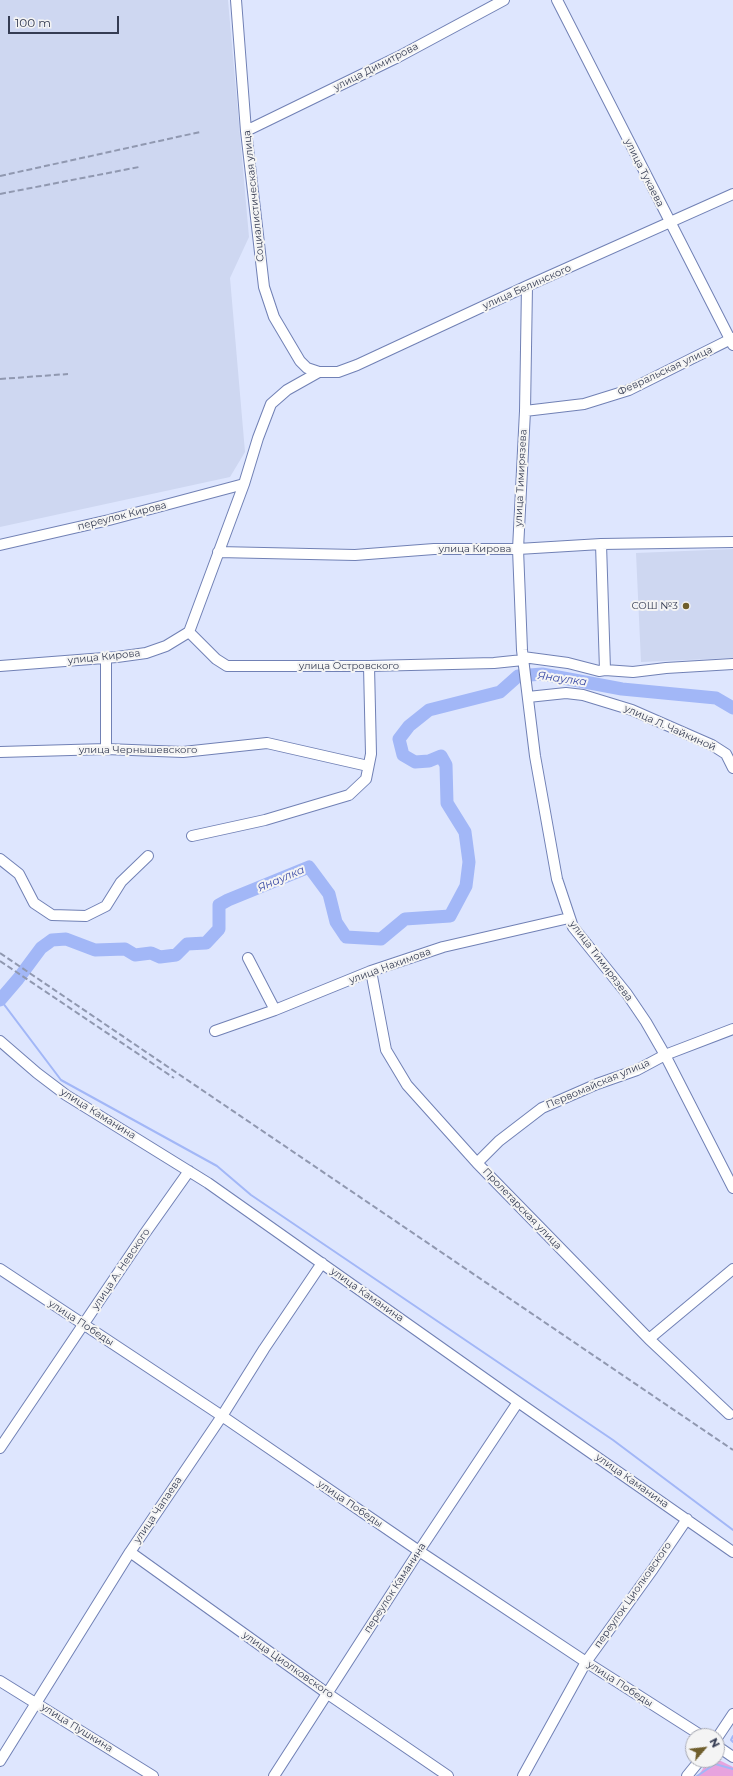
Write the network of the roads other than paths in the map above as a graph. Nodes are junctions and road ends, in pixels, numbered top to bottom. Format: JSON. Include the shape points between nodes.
{"nodes":[{"id":1,"x":236,"y":0,"type":"edge"},
{"id":2,"x":504,"y":0,"type":"edge"},
{"id":3,"x":557,"y":0,"type":"edge"},
{"id":4,"x":246,"y":131,"type":"junction"},
{"id":5,"x":733,"y":194,"type":"edge"},
{"id":6,"x":670,"y":223,"type":"junction"},
{"id":7,"x":527,"y":286,"type":"junction"},
{"id":8,"x":732,"y":341,"type":"edge"},
{"id":9,"x":319,"y":372,"type":"junction"},
{"id":10,"x":525,"y":411,"type":"junction"},
{"id":11,"x":244,"y":484,"type":"junction"},
{"id":12,"x":733,"y":542,"type":"edge"},
{"id":13,"x":601,"y":544,"type":"junction"},
{"id":14,"x":0,"y":545,"type":"edge"},
{"id":15,"x":518,"y":549,"type":"junction"},
{"id":16,"x":218,"y":552,"type":"junction"},
{"id":17,"x":189,"y":632,"type":"junction"},
{"id":18,"x":106,"y":658,"type":"junction"},
{"id":19,"x":523,"y":662,"type":"junction"},
{"id":20,"x":733,"y":664,"type":"edge"},
{"id":21,"x":0,"y":666,"type":"edge"},
{"id":22,"x":369,"y":666,"type":"junction"},
{"id":23,"x":605,"y":670,"type":"junction"},
{"id":24,"x":528,"y":693,"type":"junction"},
{"id":25,"x":106,"y":749,"type":"junction"},
{"id":26,"x":0,"y":752,"type":"edge"},
{"id":27,"x":368,"y":766,"type":"junction"},
{"id":28,"x":733,"y":768,"type":"edge"},
{"id":29,"x":192,"y":836,"type":"dead end"},
{"id":30,"x":148,"y":856,"type":"dead end"},
{"id":31,"x":0,"y":859,"type":"edge"},
{"id":32,"x":569,"y":918,"type":"junction"},
{"id":33,"x":248,"y":958,"type":"dead end"},
{"id":34,"x":371,"y":971,"type":"junction"},
{"id":35,"x":275,"y":1010,"type":"junction"},
{"id":36,"x":733,"y":1029,"type":"edge"},
{"id":37,"x":216,"y":1031,"type":"dead end"},
{"id":38,"x":0,"y":1041,"type":"edge"},
{"id":39,"x":664,"y":1055,"type":"junction"},
{"id":40,"x":477,"y":1163,"type":"junction"},
{"id":41,"x":189,"y":1171,"type":"junction"},
{"id":42,"x":733,"y":1188,"type":"edge"},
{"id":43,"x":322,"y":1263,"type":"junction"},
{"id":44,"x":733,"y":1269,"type":"edge"},
{"id":45,"x":0,"y":1270,"type":"edge"},
{"id":46,"x":83,"y":1324,"type":"junction"},
{"id":47,"x":648,"y":1339,"type":"junction"},
{"id":48,"x":518,"y":1402,"type":"junction"},
{"id":49,"x":729,"y":1414,"type":"dead end"},
{"id":50,"x":222,"y":1416,"type":"junction"},
{"id":51,"x":0,"y":1448,"type":"edge"},
{"id":52,"x":686,"y":1519,"type":"junction"},
{"id":53,"x":419,"y":1551,"type":"junction"},
{"id":54,"x":130,"y":1552,"type":"junction"},
{"id":55,"x":733,"y":1552,"type":"edge"},
{"id":56,"x":586,"y":1662,"type":"junction"},
{"id":57,"x":0,"y":1681,"type":"edge"},
{"id":58,"x":328,"y":1694,"type":"junction"},
{"id":59,"x":36,"y":1703,"type":"junction"},
{"id":60,"x":733,"y":1714,"type":"edge"},
{"id":61,"x":689,"y":1728,"type":"edge"},
{"id":62,"x":724,"y":1728,"type":"edge"},
{"id":63,"x":0,"y":1760,"type":"edge"},
{"id":64,"x":694,"y":1768,"type":"edge"},
{"id":65,"x":153,"y":1776,"type":"edge"},
{"id":66,"x":274,"y":1776,"type":"edge"},
{"id":67,"x":448,"y":1776,"type":"edge"},
{"id":68,"x":523,"y":1776,"type":"edge"},
{"id":69,"x":687,"y":1776,"type":"edge"}],
"edges":[{"from":1,"to":4,"type":"street","name":"Социалистическая улица"},
{"from":2,"to":4,"type":"street","name":"улица Димитрова","via":[[398,57]]},
{"from":3,"to":6,"type":"street","name":"улица Тукаева"},
{"from":4,"to":9,"type":"street","name":"Социалистическая улица","via":[[264,287],[274,317],[300,361],[307,368]]},
{"from":5,"to":6,"type":"street","name":"улица Белинского"},
{"from":6,"to":7,"type":"street","name":"улица Белинского"},
{"from":6,"to":8,"type":"street","name":"улица Тукаева"},
{"from":7,"to":9,"type":"street","name":"улица Белинского","via":[[357,365],[338,372]]},
{"from":7,"to":10,"type":"street","name":"улица Тимирязева"},
{"from":8,"to":10,"type":"street","name":"Февральская улица","via":[[629,390],[584,404]]},
{"from":9,"to":11,"type":"street","via":[[287,390],[271,404]]},
{"from":10,"to":15,"type":"street","name":"улица Тимирязева"},
{"from":11,"to":14,"type":"street","name":"переулок Кирова","via":[[109,520]]},
{"from":11,"to":16,"type":"street"},
{"from":12,"to":13,"type":"street","name":"улица Кирова"},
{"from":13,"to":15,"type":"street","name":"улица Кирова"},
{"from":13,"to":23,"type":"street"},
{"from":15,"to":16,"type":"street","name":"улица Кирова","via":[[434,549],[355,555]]},
{"from":15,"to":19,"type":"street","name":"улица Тимирязева"},
{"from":16,"to":17,"type":"street"},
{"from":17,"to":18,"type":"street","name":"улица Кирова","via":[[166,646],[146,653]]},
{"from":17,"to":22,"type":"street","name":"улица Островского","via":[[205,650],[227,666]]},
{"from":18,"to":21,"type":"street","name":"улица Кирова"},
{"from":18,"to":25,"type":"street"},
{"from":19,"to":22,"type":"street","name":"улица Островского"},
{"from":19,"to":23,"type":"street","name":"улица Островского","via":[[568,663],[599,671]]},
{"from":19,"to":24,"type":"street","name":"улица Тимирязева"},
{"from":20,"to":23,"type":"street","name":"улица Островского","via":[[633,672]]},
{"from":22,"to":27,"type":"street","via":[[371,754]]},
{"from":24,"to":28,"type":"street","name":"улица Л. Чайкиной","via":[[566,693],[632,710],[712,745],[726,754]]},
{"from":24,"to":32,"type":"street","name":"улица Тимирязева","via":[[540,787],[557,879]]},
{"from":25,"to":26,"type":"street","name":"улица Чернышевского"},
{"from":25,"to":27,"type":"street","name":"улица Чернышевского","via":[[183,752],[267,743]]},
{"from":27,"to":29,"type":"street","via":[[366,778],[348,795],[265,820]]},
{"from":30,"to":31,"type":"street","via":[[121,882],[106,906],[86,916],[52,915],[34,903],[19,874]]},
{"from":32,"to":34,"type":"street","name":"улица Нахимова","via":[[443,947]]},
{"from":32,"to":39,"type":"street","name":"улица Тимирязева","via":[[573,927],[627,994]]},
{"from":33,"to":35,"type":"street"},
{"from":34,"to":35,"type":"street","name":"улица Нахимова"},
{"from":34,"to":40,"type":"street","name":"Пролетарская улица","via":[[386,1050],[407,1085]]},
{"from":35,"to":37,"type":"street","name":"улица Нахимова"},
{"from":36,"to":39,"type":"street","name":"Первомайская улица"},
{"from":38,"to":41,"type":"street","name":"улица Каманина","via":[[66,1095]]},
{"from":39,"to":40,"type":"street","name":"Первомайская улица","via":[[637,1070],[542,1108],[499,1141]]},
{"from":39,"to":42,"type":"street","name":"улица Тимирязева"},
{"from":40,"to":47,"type":"street","name":"Пролетарская улица"},
{"from":41,"to":43,"type":"street","name":"улица Каманина"},
{"from":41,"to":46,"type":"street","name":"улица А. Невского"},
{"from":43,"to":48,"type":"street","name":"улица Каманина"},
{"from":43,"to":50,"type":"street","name":"улица Чапаева"},
{"from":44,"to":47,"type":"street"},
{"from":45,"to":46,"type":"street","name":"улица Победы"},
{"from":46,"to":50,"type":"street","name":"улица Победы"},
{"from":46,"to":51,"type":"street","name":"улица А. Невского"},
{"from":47,"to":49,"type":"street","name":"Пролетарская улица"},
{"from":48,"to":52,"type":"street","name":"улица Каманина"},
{"from":48,"to":53,"type":"street","name":"переулок Каманина"},
{"from":50,"to":53,"type":"street","name":"улица Победы"},
{"from":50,"to":54,"type":"street","name":"улица Чапаева"},
{"from":52,"to":55,"type":"street","name":"улица Каманина"},
{"from":52,"to":56,"type":"street","name":"переулок Циолковского"},
{"from":53,"to":56,"type":"street","name":"улица Победы"},
{"from":53,"to":58,"type":"street","name":"переулок Каманина"},
{"from":54,"to":58,"type":"street","name":"улица Циолковского"},
{"from":54,"to":59,"type":"street","name":"улица Чапаева"},
{"from":56,"to":61,"type":"street","name":"улица Победы"},
{"from":56,"to":68,"type":"street","name":"переулок Циолковского"},
{"from":57,"to":59,"type":"street","name":"улица Пушкина"},
{"from":58,"to":66,"type":"street","name":"переулок Каманина"},
{"from":58,"to":67,"type":"street","name":"улица Циолковского"},
{"from":59,"to":63,"type":"street","name":"улица Чапаева"},
{"from":59,"to":65,"type":"street","name":"улица Пушкина"},
{"from":60,"to":62,"type":"street"},
{"from":64,"to":69,"type":"street"}]}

────────

▸ Task brief: After reading the listing above, work out how many lines contain "переулок" and reply with that number only.

▸ Your solution: 6